## [EXERCISE AIM]
Go through the records below and write each one out again unchanged.

## [Extracted data entries]
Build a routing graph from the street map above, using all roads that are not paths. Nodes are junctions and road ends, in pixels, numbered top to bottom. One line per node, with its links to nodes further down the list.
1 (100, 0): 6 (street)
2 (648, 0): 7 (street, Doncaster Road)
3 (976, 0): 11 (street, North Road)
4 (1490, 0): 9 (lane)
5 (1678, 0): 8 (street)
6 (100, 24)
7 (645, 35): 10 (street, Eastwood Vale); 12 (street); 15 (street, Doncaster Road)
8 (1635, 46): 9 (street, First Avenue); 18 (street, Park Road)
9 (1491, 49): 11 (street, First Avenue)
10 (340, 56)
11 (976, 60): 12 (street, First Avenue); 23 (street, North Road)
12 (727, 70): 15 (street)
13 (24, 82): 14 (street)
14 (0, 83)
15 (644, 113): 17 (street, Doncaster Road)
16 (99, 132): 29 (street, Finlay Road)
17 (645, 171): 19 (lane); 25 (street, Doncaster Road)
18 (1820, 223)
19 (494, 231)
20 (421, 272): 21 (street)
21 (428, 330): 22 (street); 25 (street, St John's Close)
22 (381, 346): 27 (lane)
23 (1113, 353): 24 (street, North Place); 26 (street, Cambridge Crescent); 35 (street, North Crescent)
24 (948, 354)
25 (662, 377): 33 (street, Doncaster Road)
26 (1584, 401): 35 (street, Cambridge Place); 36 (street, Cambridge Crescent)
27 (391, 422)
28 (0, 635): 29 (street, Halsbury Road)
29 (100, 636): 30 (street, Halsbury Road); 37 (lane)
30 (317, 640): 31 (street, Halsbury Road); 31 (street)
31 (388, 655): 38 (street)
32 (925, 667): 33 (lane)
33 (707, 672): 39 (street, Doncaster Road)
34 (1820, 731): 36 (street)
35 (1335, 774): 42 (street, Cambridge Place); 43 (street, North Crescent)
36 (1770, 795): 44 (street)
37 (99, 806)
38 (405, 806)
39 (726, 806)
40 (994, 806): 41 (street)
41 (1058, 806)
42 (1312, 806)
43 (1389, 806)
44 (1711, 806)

## [WORKED SOLUTION]
Build a routing graph from the street map above, using all roads that are not paths. Nodes are junctions and road ends, in pixels, numbered top to bottom. One line per node, with its links to nodes further down the list.
1 (100, 0): 6 (street)
2 (648, 0): 7 (street, Doncaster Road)
3 (976, 0): 11 (street, North Road)
4 (1490, 0): 9 (lane)
5 (1678, 0): 8 (street)
6 (100, 24)
7 (645, 35): 10 (street, Eastwood Vale); 12 (street); 15 (street, Doncaster Road)
8 (1635, 46): 9 (street, First Avenue); 18 (street, Park Road)
9 (1491, 49): 11 (street, First Avenue)
10 (340, 56)
11 (976, 60): 12 (street, First Avenue); 23 (street, North Road)
12 (727, 70): 15 (street)
13 (24, 82): 14 (street)
14 (0, 83)
15 (644, 113): 17 (street, Doncaster Road)
16 (99, 132): 29 (street, Finlay Road)
17 (645, 171): 19 (lane); 25 (street, Doncaster Road)
18 (1820, 223)
19 (494, 231)
20 (421, 272): 21 (street)
21 (428, 330): 22 (street); 25 (street, St John's Close)
22 (381, 346): 27 (lane)
23 (1113, 353): 24 (street, North Place); 26 (street, Cambridge Crescent); 35 (street, North Crescent)
24 (948, 354)
25 (662, 377): 33 (street, Doncaster Road)
26 (1584, 401): 35 (street, Cambridge Place); 36 (street, Cambridge Crescent)
27 (391, 422)
28 (0, 635): 29 (street, Halsbury Road)
29 (100, 636): 30 (street, Halsbury Road); 37 (lane)
30 (317, 640): 31 (street, Halsbury Road); 31 (street)
31 (388, 655): 38 (street)
32 (925, 667): 33 (lane)
33 (707, 672): 39 (street, Doncaster Road)
34 (1820, 731): 36 (street)
35 (1335, 774): 42 (street, Cambridge Place); 43 (street, North Crescent)
36 (1770, 795): 44 (street)
37 (99, 806)
38 (405, 806)
39 (726, 806)
40 (994, 806): 41 (street)
41 (1058, 806)
42 (1312, 806)
43 (1389, 806)
44 (1711, 806)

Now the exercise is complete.